The “center” coordinates given are the location of the center of your ROI in a 3D world coordinate system. Your image volume is also positioned in the same 3D world coordinate system. Slicer internally uses an RAS coordinate system (right-anterior-superior), but much of the rest of the medical software world expects an LPS coordinate system (left-posterior-superior), so the saved exported coordinates are LPS. The image volume voxels are positioned in 3D space according to a transformation matrix which takes an IJK index vector into the image volume voxel array and transforms it to a spatial location. This transformation matrix is the IJKtoRASMatrix.
In addition to a center, your ROI has to have dimensions (how long the sides are) and an orientation (which directions the sides are oriented in). The “size” output is either the distance from the center to each of the faces of the ROI, or it is the distance from one face to the opposite face (the schema linked to doesn’t make this clear), you can figure out which it is by testing it out. The “orientation” describes the three LPS directions to the faces of the ROI.

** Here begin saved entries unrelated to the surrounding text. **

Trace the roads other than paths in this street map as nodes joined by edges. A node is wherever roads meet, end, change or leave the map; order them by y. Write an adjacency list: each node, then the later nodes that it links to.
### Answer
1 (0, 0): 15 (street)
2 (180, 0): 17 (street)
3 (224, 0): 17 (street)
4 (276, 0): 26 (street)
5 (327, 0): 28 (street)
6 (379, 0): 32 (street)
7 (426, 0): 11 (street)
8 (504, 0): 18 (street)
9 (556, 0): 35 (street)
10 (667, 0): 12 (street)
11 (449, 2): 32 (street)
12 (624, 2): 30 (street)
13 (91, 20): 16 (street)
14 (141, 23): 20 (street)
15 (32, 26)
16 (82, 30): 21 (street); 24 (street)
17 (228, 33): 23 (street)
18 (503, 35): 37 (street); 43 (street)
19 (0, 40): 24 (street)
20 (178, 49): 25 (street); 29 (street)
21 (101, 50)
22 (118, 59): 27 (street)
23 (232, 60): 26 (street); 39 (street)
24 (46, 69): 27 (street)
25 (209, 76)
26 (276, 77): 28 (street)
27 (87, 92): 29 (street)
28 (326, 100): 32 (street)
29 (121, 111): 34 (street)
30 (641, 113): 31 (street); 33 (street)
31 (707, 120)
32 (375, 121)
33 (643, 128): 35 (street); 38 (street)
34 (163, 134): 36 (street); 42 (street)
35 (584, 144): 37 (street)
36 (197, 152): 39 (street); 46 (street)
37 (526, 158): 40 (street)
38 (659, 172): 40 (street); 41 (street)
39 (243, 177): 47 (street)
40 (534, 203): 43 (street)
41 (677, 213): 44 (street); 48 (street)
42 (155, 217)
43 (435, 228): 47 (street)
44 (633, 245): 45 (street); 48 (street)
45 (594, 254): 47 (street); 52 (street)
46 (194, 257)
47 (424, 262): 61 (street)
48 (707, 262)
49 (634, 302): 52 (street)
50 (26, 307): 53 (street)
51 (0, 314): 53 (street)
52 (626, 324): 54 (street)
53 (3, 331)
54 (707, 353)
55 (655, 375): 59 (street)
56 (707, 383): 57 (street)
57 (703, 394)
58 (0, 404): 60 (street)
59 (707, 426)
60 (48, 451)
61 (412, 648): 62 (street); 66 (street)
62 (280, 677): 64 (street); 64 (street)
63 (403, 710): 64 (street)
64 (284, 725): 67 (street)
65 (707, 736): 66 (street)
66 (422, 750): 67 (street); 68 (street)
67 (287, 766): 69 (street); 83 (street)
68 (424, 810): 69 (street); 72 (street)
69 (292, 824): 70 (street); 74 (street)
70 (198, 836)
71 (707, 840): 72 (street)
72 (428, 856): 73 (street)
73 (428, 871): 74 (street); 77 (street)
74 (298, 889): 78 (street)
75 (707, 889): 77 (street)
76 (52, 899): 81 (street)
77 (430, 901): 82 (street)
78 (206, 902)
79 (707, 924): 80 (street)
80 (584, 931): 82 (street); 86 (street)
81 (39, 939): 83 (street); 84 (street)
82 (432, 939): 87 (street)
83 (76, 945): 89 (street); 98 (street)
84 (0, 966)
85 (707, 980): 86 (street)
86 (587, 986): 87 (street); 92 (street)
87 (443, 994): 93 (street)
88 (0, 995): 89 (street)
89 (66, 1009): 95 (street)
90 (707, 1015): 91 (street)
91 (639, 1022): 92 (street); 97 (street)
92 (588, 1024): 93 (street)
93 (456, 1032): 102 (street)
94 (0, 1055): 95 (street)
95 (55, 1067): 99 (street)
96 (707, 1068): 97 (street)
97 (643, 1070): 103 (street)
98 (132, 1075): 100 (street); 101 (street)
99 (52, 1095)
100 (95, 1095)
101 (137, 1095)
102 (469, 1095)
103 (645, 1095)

To do the cropping you want to achieve, you would need to figure out how your ROI is positioned relative to your image volume, which involves making sure you understand the coordinate systems involved and the relationships between them very well. The “Crop Volumes” module in Slicer can do all this for you, is there a reason that won’t work for you? It will even take your ROI as an input directly and use it for the cropping.

Thanks Mike,

The reason I chose to use Markups instead of Crop is that I was expected to build a model to crop my volumes automatically. So I am afraid I will need the information of all boundaries. The output .txt file from the crop module seems does not contain any ‘start-end’ information for each dimension. I will try to explore more with the coordinate system but meanwhile, I would like to ask do you know if any other module in 3D slicer could help me to achieve this?

Cheers.

Can you share a little more about what you are trying to accomplish? Do you want to crop a series of volumes using the same ROI? Are you trying to figure out how to programmatically generate a Markups ROI? What is your ultimate goal? There may be many alternative ways to reach that goal.

Distance from center to faces would be “radius” and not “size”, but it would not harm if the description would be more explicit. Feel free to improve the description in the schema file - github will automatically create a pull request that we can easily review and merge.